Should makeup companies stop testing on animals? | The Tylt
Should makeup companies stop testing on animals?
The E.U. already bans makeup products that are tested on animals—people say the U.S. should follow their lead and ban it too. Animal rights advocates say there are plenty of viable alternatives to animal testing that are often more accurate and precise than animal tests.
In the past three decades scientists have developed many advanced alternatives to animal testing—methods that use human blood, cell lines, artificial skin or computer models to test the safety of products. And many multinational companies have embraced these alternative test methods, reducing and in some cases eliminating their dependence on animal testing. As a result, they cut costs and save time; animal testing is expensive, slow and, because animals are not people, not always predictive.
While there could be a defensible argument for using animal tests for medicine and drug development, activists say makeup companies have no reason to use animal testing besides the bottom line. The fact the E.U. has banned animal-tested products shows that the industry is able to stop the practice and still make money.
Animal testing is a cruel and unnecessary practice. Animals do not need to suffer so people can use makeup.
Some scientists say there's nothing wrong with testing on animals, provided there's genuine reason for it and it's done in an ethical manner. Companies test products on animals because consumers demand a safe product. Technology continues to improve, but it has not yet reached the complexity needed to match or beat animal testing.
A complete ban on animal testing means companies are locked into using chemicals that have already been verified. Industry advocates say animal testing plays an important role in innovation and research—one that's not easily replaced. It's not as though companies are testing products on animals for fun. Consumers want newer and better products and animal tests have a part to play in that.

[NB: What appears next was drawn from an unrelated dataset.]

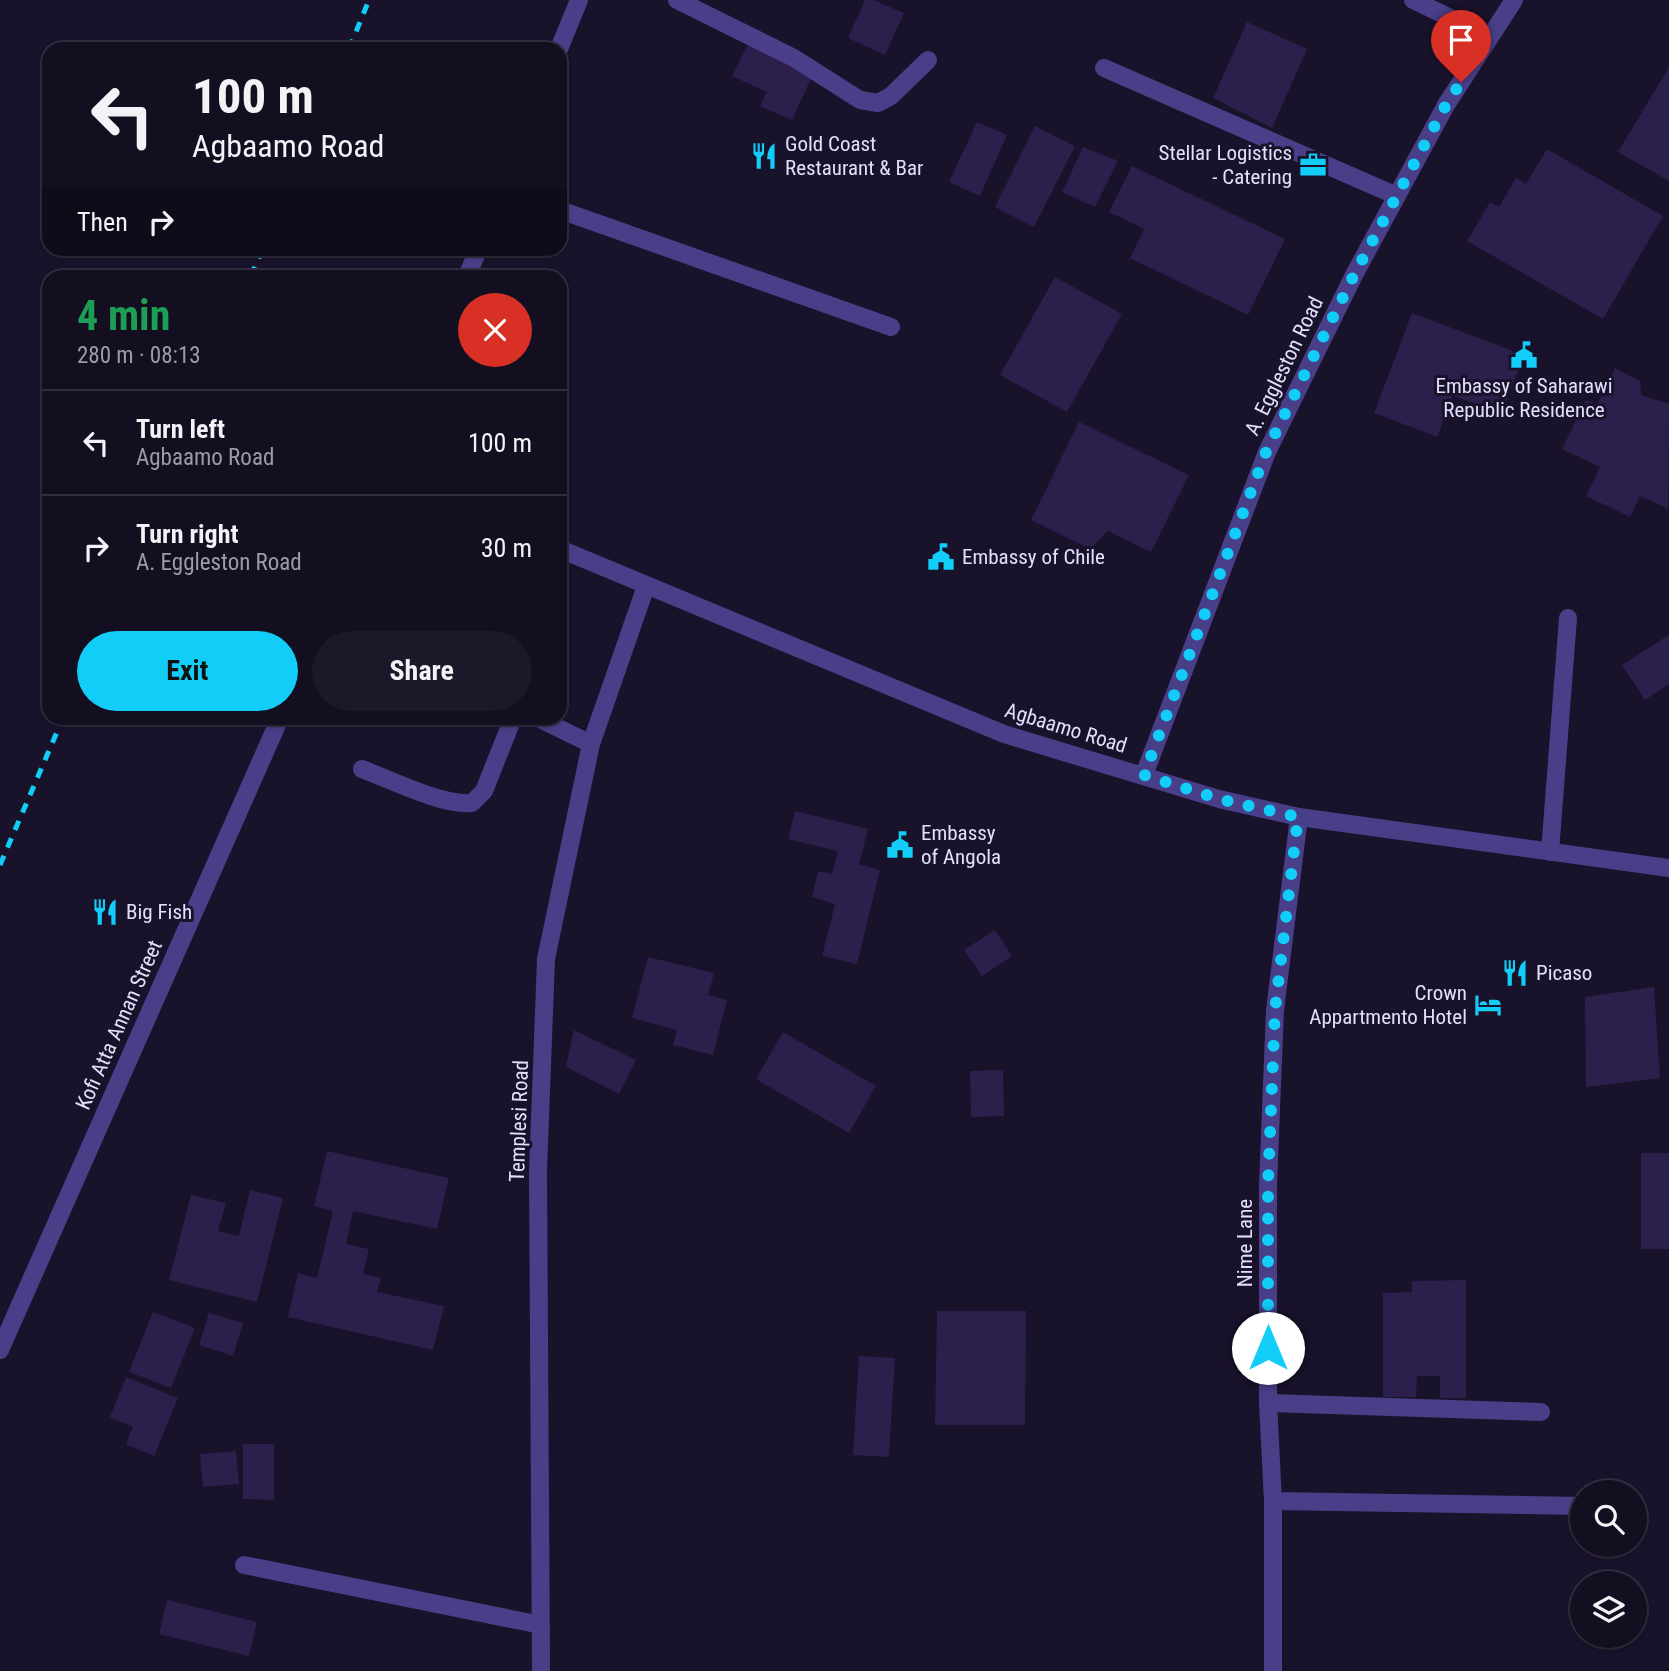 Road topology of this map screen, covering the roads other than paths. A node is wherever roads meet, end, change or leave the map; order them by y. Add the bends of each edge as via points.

But obviously the limitations in non-animal testing could affect the use of new chemicals. In the beauty industry, buzzwords like “innovative” are used constantly, and consumers always want the hot new miracle product. With an animal testing ban, innovation could be stalled. “All [companies will] do is take current formulas and change the fragrance and coloring and packaging and call them new, but they won’t be new,” Romanowski says. Francine Lamoriello, the executive vice president of the Council’s Global Affairs at the Personal Care Products Council (PCPC), an industry trade group, agrees. “If there was something innovative where the safety could not be completely verified by alternatives, then yes, an [animal testing] ban worldwide would prevent that innovation from being produced on the market,” she says. Obviously it’s an issue for companies, because if you don’t innovate, you won’t sell product.